Mack prodded further. “So we should’ve left Kidry; wait a day or two for reinforcements from OTAC to arrive?”
“Well, no.” Cole knew Mack’s angle here. He wouldn’t let it dictate the evaluation. “I think we made the right choice. We leave no man behind. It was within our means, so it was an easy choice. But…” He took a breath. “We should’ve never gone up against that Vampire Lord without more magic under our belt.”
“We won’t always have a say,” Mack said.
Cole grimaced. “You’re right. Still, we can close that gap. In Yemen, we had perfect preparation. Every variable accounted for. When that goat hit the mine, it was our training and redundant planning that got the rest of us out alive. Torres died, but it could’ve just as easily been the whole team.”
Mack stopped taking notes. “So, what are you gonna do about it?”
For Cole, the answer was simple. “Spellcasting is based on visualization and understanding, isn’t it? Phantasia. I got the imagination, and I got the science. So I guess… try not to blow myself up testing new spells?”
Elina gave a light chuckle. “As mana permits, yes?”
Cole glanced at her. “Yeah, as mana permits.”
“As long as you don’t get lost in it,” Mack warned.
“Yeah,” Cole said. He paused, then added himself, “You know why this matters so much? It’s not just about preventing another Torres.”
“Why, then?” Mack asked.
“Because when luck turns against us here, it won’t just be one soldier who pays the price.”
“What happened with Torres… it wasn’t your fault. You know that, right?”
That same phrase, again and again, from the AAR to the memorial service. Technically true but functionally useless. Knowing he followed protocol didn’t fill the empty seat on the helo or explain to Torres’ kids why daddy wasn't coming home. The responsibility sat on his shoulders regardless of what the official report said. “I… I know.”
Mack frowned, unconvinced. He’d seen right through Cole’s professional veneer to the bleeding underneath. “There was quite literally nothing you could have done,” he reassured. “And these responsibilities: you don’t have to shoulder the burden; you don’t have to carry the weight of the world. At least, you don’t have to do it on your own.”
Mack’s tone suggested he was done, or just about. Cole met his eyes for a second, then Elina’s. “Maybe.” He stood up. “Are we done?”
“Yeah, we’re done. You’re combat-ready as far as I’m concerned.” Mack closed his notebook, offering a soft smile. “Not like I could bench you even if I wanted to. The Director-General would probably throw a fit. Still though... take it easy, yeah? I get wanting to push ourselves with training, but your mentality’s just as important as your capabilities. Don’t wanna walk into a rematch tired as shit, or on the brink of losing your sanity, right?”
Cole returned the smile. “Copy that, Doc.”
He walked away, pulling the door open to find Miles leaning against the opposite wall. “You’re up.”
Miles straightened immediately, pushing off the wall. “Hell, just in time. Damn near ran in circles tryna find this place.”
Cole recognized that mix of irritation and tension in his voice. Miles hated anything that took him away from practical work, and psych evals were at the top of that list.

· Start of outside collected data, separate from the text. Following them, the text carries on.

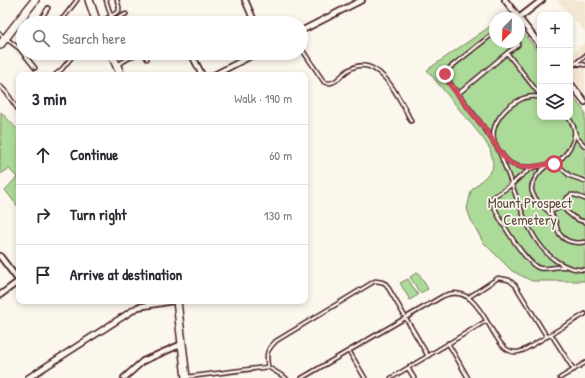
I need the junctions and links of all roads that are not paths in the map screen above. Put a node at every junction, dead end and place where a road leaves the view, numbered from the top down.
1 (35, 0) edge
2 (77, 0) edge
3 (89, 0) edge
4 (106, 0) edge
5 (117, 0) edge
6 (245, 0) edge
7 (362, 0) edge
8 (505, 0) edge
9 (542, 0) edge
10 (48, 8) dead end
11 (514, 12) edge
12 (525, 13) edge
13 (126, 14) dead end
14 (21, 16) edge
15 (43, 16) edge
16 (65, 16) edge
17 (95, 16) edge
18 (111, 16) joint
19 (122, 16) edge
20 (252, 16) edge
21 (16, 21) edge
22 (525, 26) edge
23 (308, 27) edge
24 (3, 36) edge
25 (489, 37) edge
26 (537, 41) edge
27 (16, 44) edge
28 (0, 45) edge
29 (514, 48) edge
30 (507, 53) junction
31 (585, 56) edge
32 (308, 58) edge
33 (29, 60) edge
34 (69, 60) edge
35 (114, 60) edge
36 (125, 60) edge
37 (194, 60) edge
38 (243, 60) edge
39 (576, 63) junction
40 (116, 65) junction
41 (585, 65) edge
42 (573, 66) edge
43 (35, 68) dead end
44 (58, 72) edge
45 (120, 72) edge
46 (200, 72) edge
47 (220, 72) edge
48 (571, 84) edge
49 (0, 86) edge
50 (537, 92) edge
51 (458, 94) junction
52 (537, 96) edge
53 (585, 102) edge
54 (16, 107) edge
55 (570, 120) edge
56 (411, 121) dead end
57 (575, 129) junction
58 (585, 146) edge
59 (499, 150) junction
60 (550, 164) junction
61 (538, 166) junction
62 (585, 181) edge
63 (512, 184) junction
64 (585, 199) edge
65 (562, 206) junction
66 (550, 212) junction
67 (585, 222) edge
68 (585, 242) edge
69 (0, 256) edge
70 (566, 268) junction
71 (585, 270) edge
72 (16, 277) edge
73 (16, 283) edge
74 (0, 295) edge
75 (469, 297) junction
76 (156, 304) edge
77 (177, 304) edge
78 (585, 314) edge
79 (406, 318) junction
80 (486, 320) junction
81 (552, 334) junction
82 (547, 337) junction
83 (448, 343) junction
84 (182, 344) junction
85 (349, 351) junction
86 (428, 356) junction
87 (585, 363) edge
88 (268, 367) junction
89 (408, 368) junction
90 (574, 370) junction
91 (28, 378) edge
92 (124, 378) edge
93 (186, 378) edge
94 (286, 378) edge
95 (302, 378) edge
96 (366, 378) edge
97 (391, 378) edge
98 (414, 378) edge
99 (468, 378) edge
100 (560, 378) edge

1 - 14 main road
2 - 16 lane
3 - 17 main road
4 - 18 lane
5 - 18 lane
6 - 20 street
7 - 23 street
8 - 11 street
9 - 12 street
10 - 15 lane
13 - 19 lane
21 - 24 main road
22 - 26 street
24 - 27 lane
24 - 28 main road
25 - 51 lane
29 - 30 lane
30 - 50 lane
30 - 51 lane
31 - 39 lane
32 - 56 lane
33 - 43 lane
34 - 44 lane
35 - 40 main road
36 - 40 lane
37 - 46 street
38 - 47 street
39 - 41 lane
39 - 42 lane
40 - 45 main road
48 - 53 street
49 - 54 lane
51 - 59 lane
52 - 59 lane
55 - 57 lane
57 - 58 lane
57 - 60 lane
59 - 61 lane
59 - 63 lane
60 - 61 lane
60 - 62 lane
60 - 66 lane
61 - 63 lane
63 - 70 lane
63 - 70 lane
64 - 65 lane
65 - 66 lane
65 - 67 lane
66 - 68 lane
69 - 72 street
70 - 71 lane
73 - 74 street
75 - 79 lane
75 - 80 lane
75 - 82 lane
76 - 91 street
77 - 84 main road
78 - 81 lane
79 - 85 lane
79 - 86 lane
79 - 88 lane
80 - 82 lane
80 - 83 lane
81 - 82 lane
81 - 90 lane
83 - 86 lane
83 - 99 lane
84 - 92 street
84 - 93 main road
85 - 95 lane
85 - 96 lane
86 - 89 lane
87 - 90 lane
88 - 93 lane
88 - 94 lane
89 - 97 lane
89 - 98 lane
90 - 100 lane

If anything, he’d probably have preferred to go for a walk to clear his head. Or, hell, he probably would’ve gone to clean his shotgun for the millionth time, just so it’d look pretty when he finally presented it to Kathyra and her researchers.
Either way, the fact that he was here was already a good sign. “Yeah, well, don’t get lost on your way to the registry office. I’m heading there now; gonna finally sort out our house staff.”